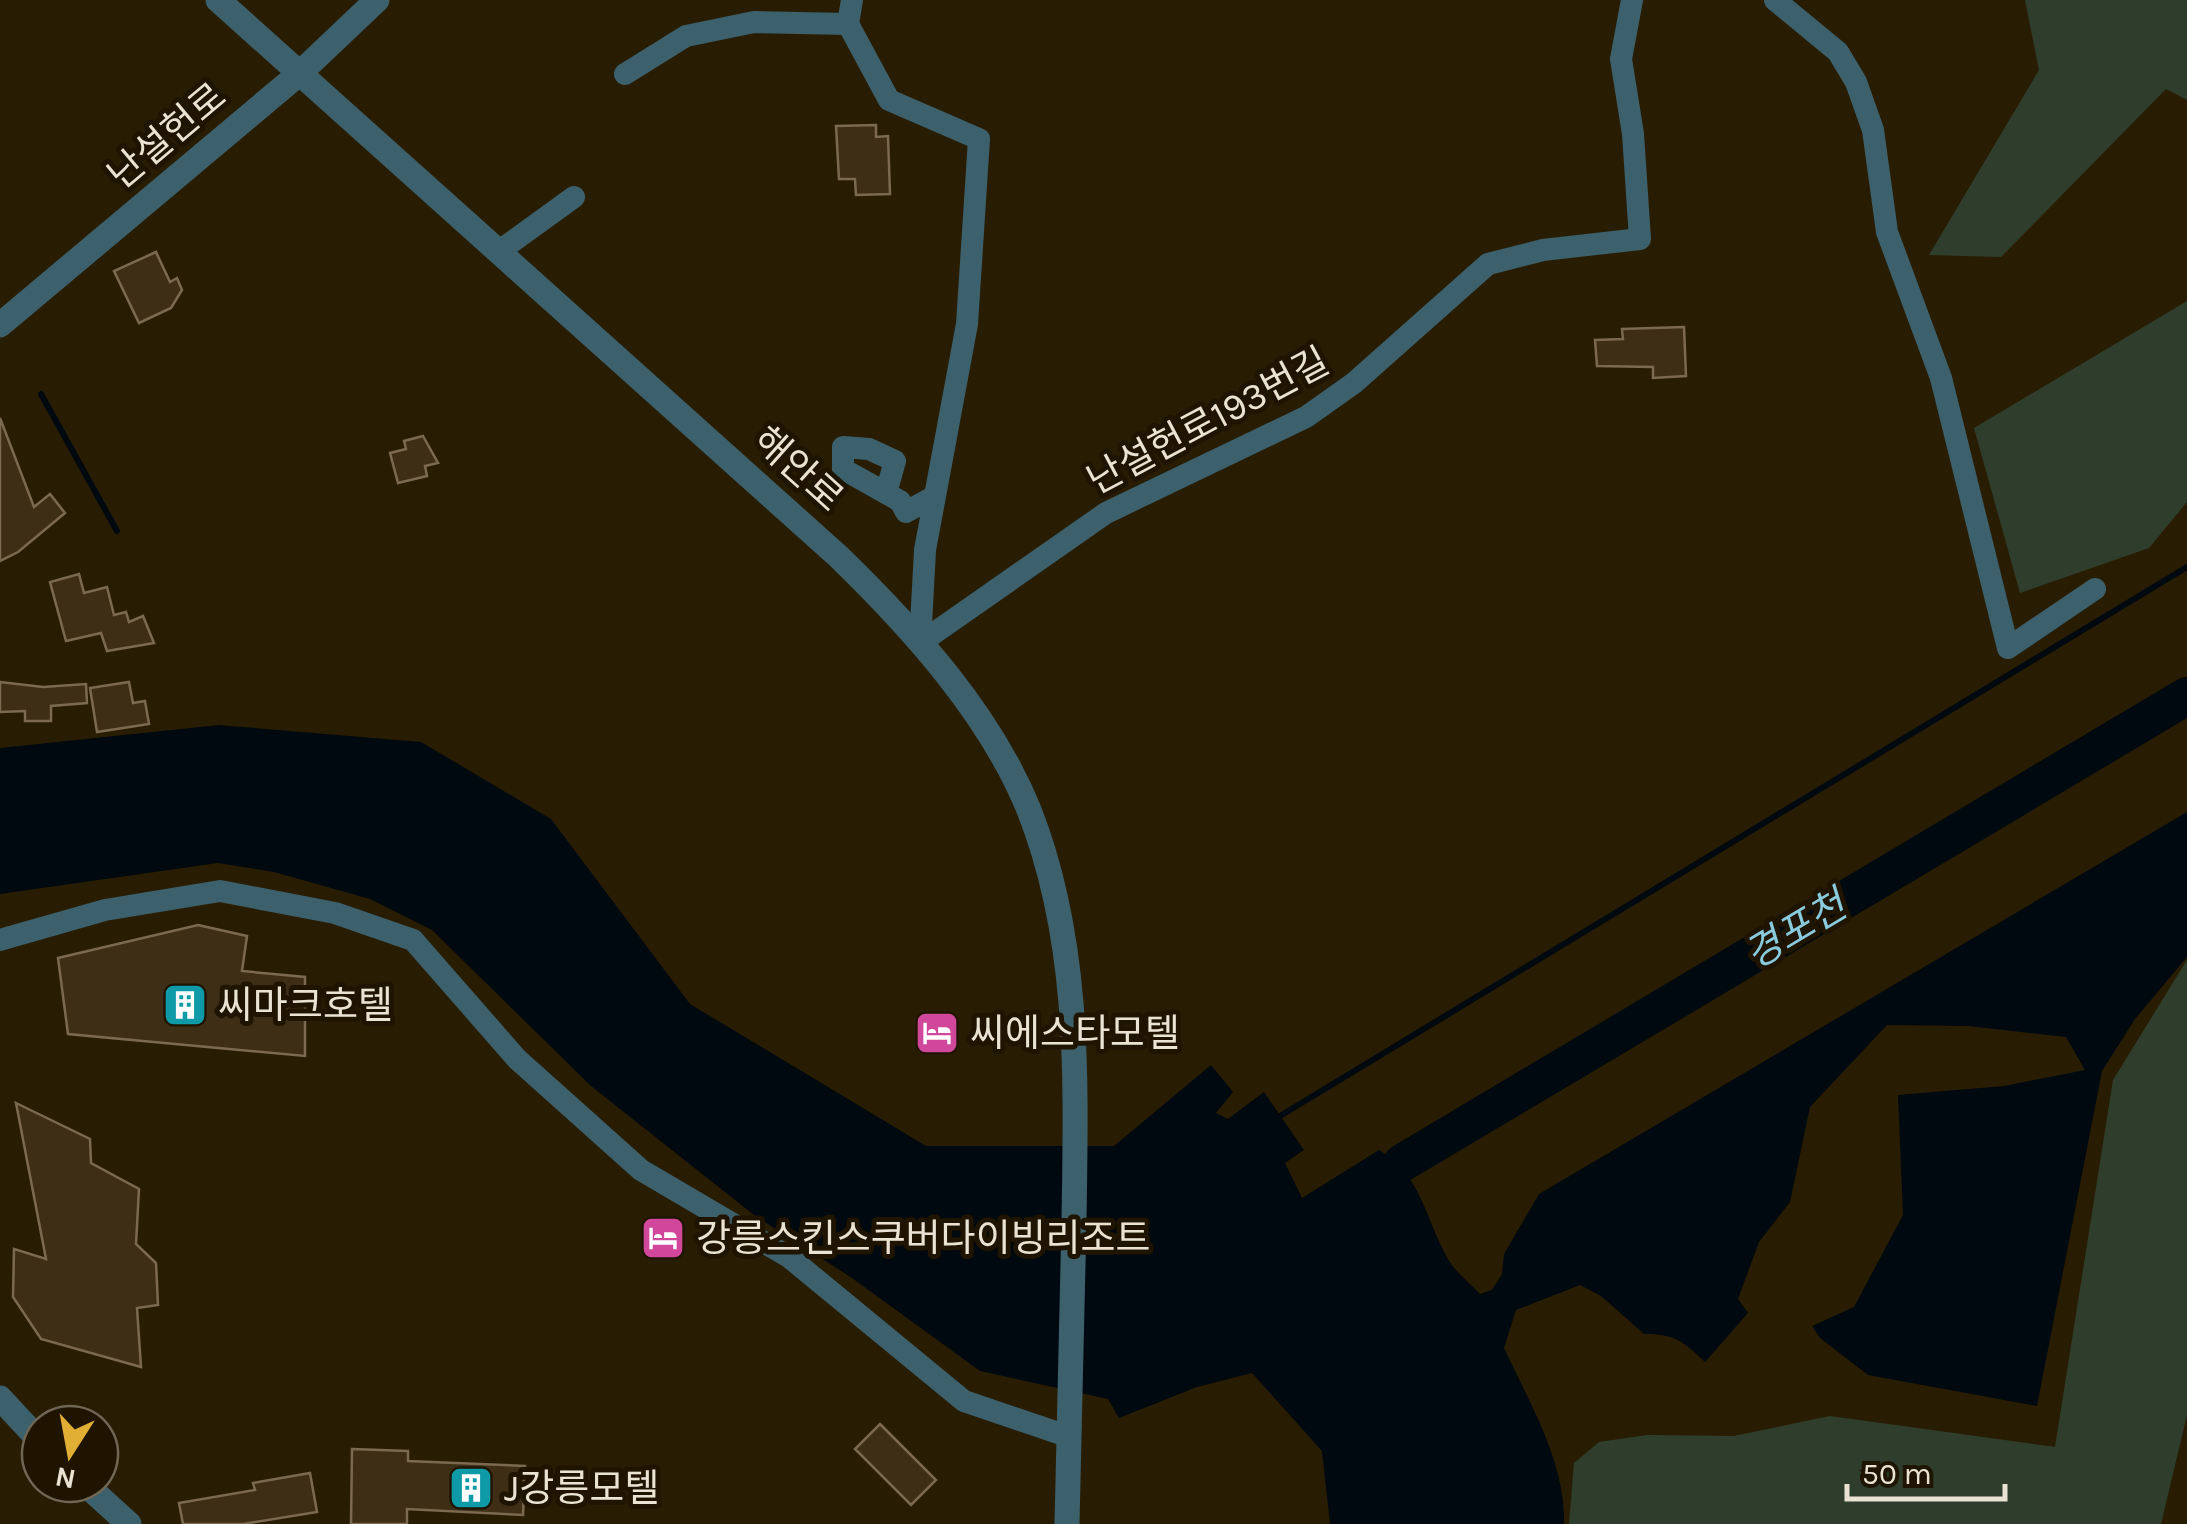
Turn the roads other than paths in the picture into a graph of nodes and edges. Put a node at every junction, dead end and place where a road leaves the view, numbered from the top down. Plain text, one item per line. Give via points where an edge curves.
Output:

* * * * * * * * *

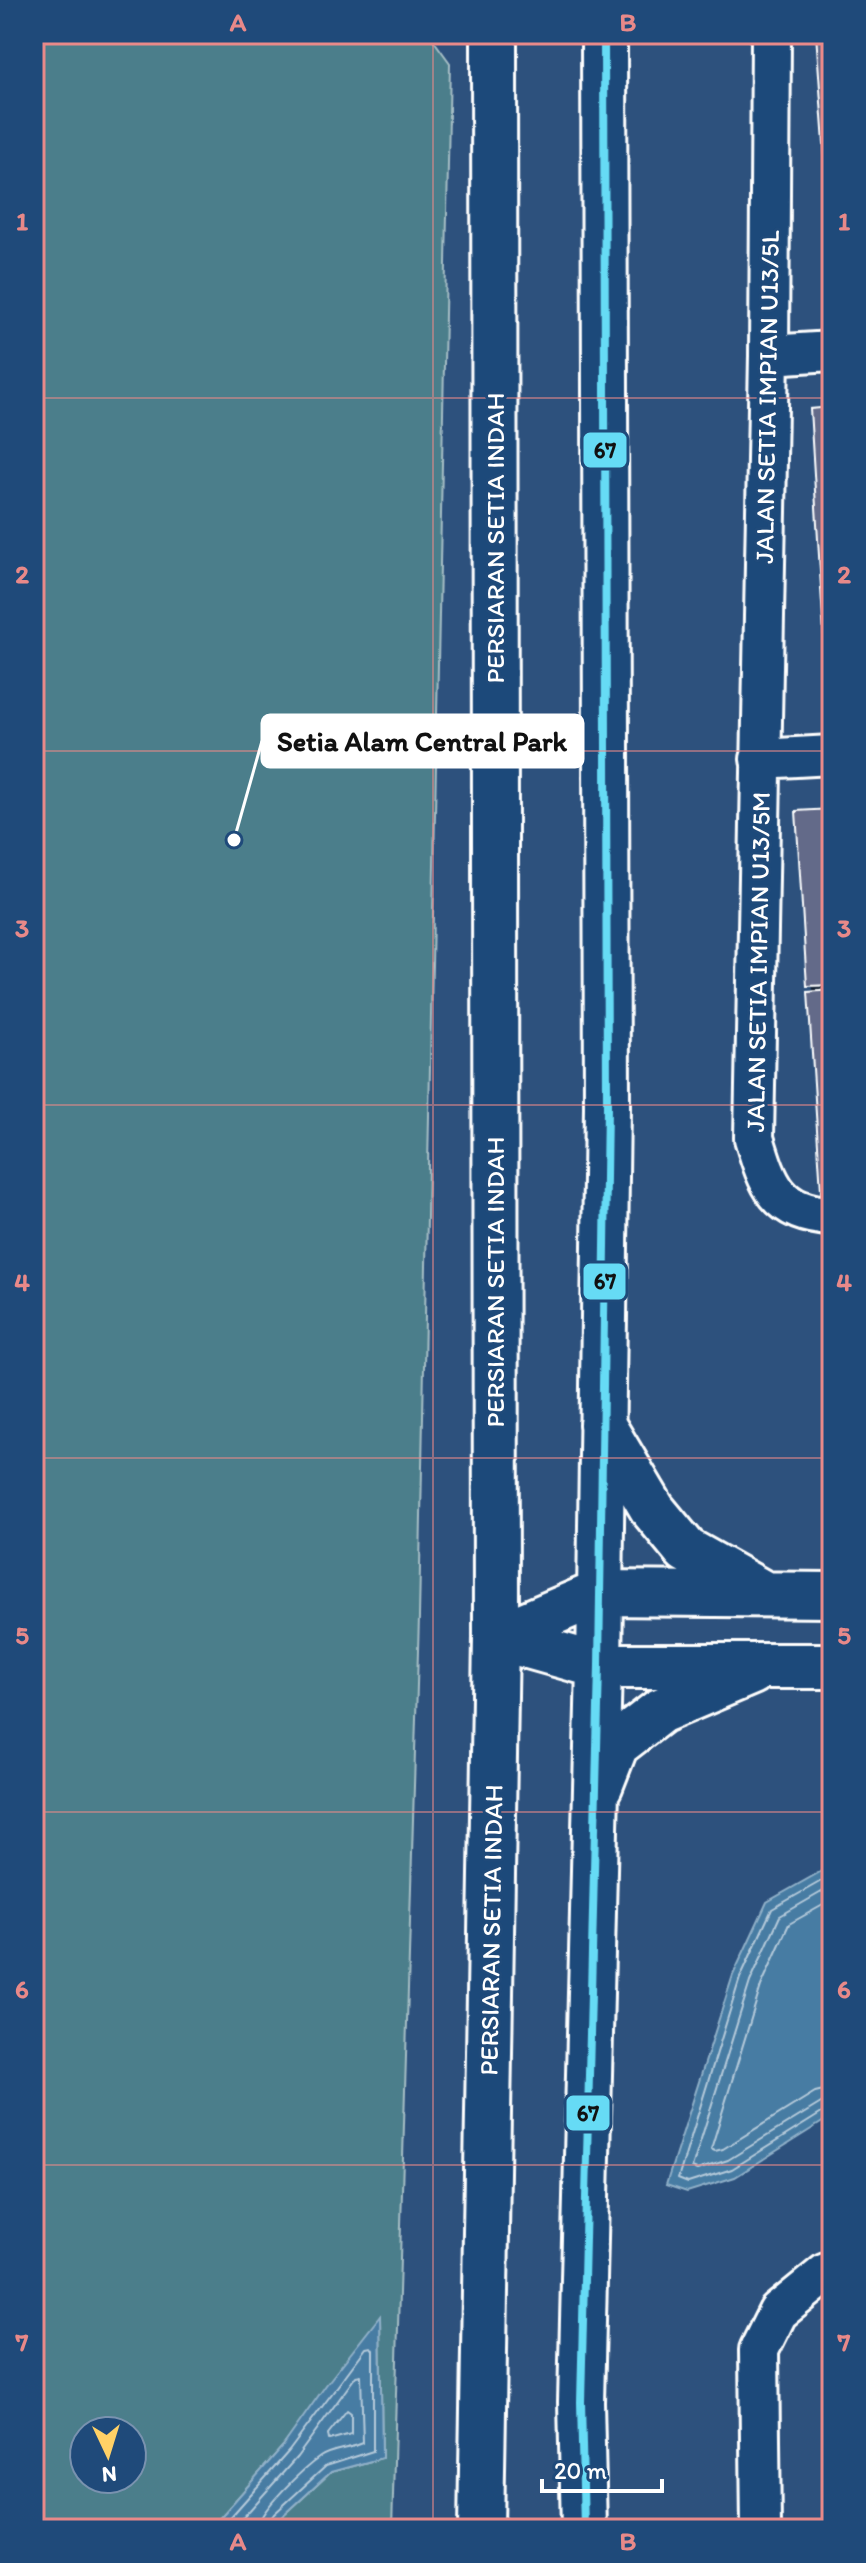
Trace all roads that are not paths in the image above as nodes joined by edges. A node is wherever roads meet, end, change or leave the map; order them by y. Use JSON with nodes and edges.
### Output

* * * * * * * * *

- Problem to work on -
In the material above, tally every line with the string "nodes" in it, then give that number alone.

- Answer -
2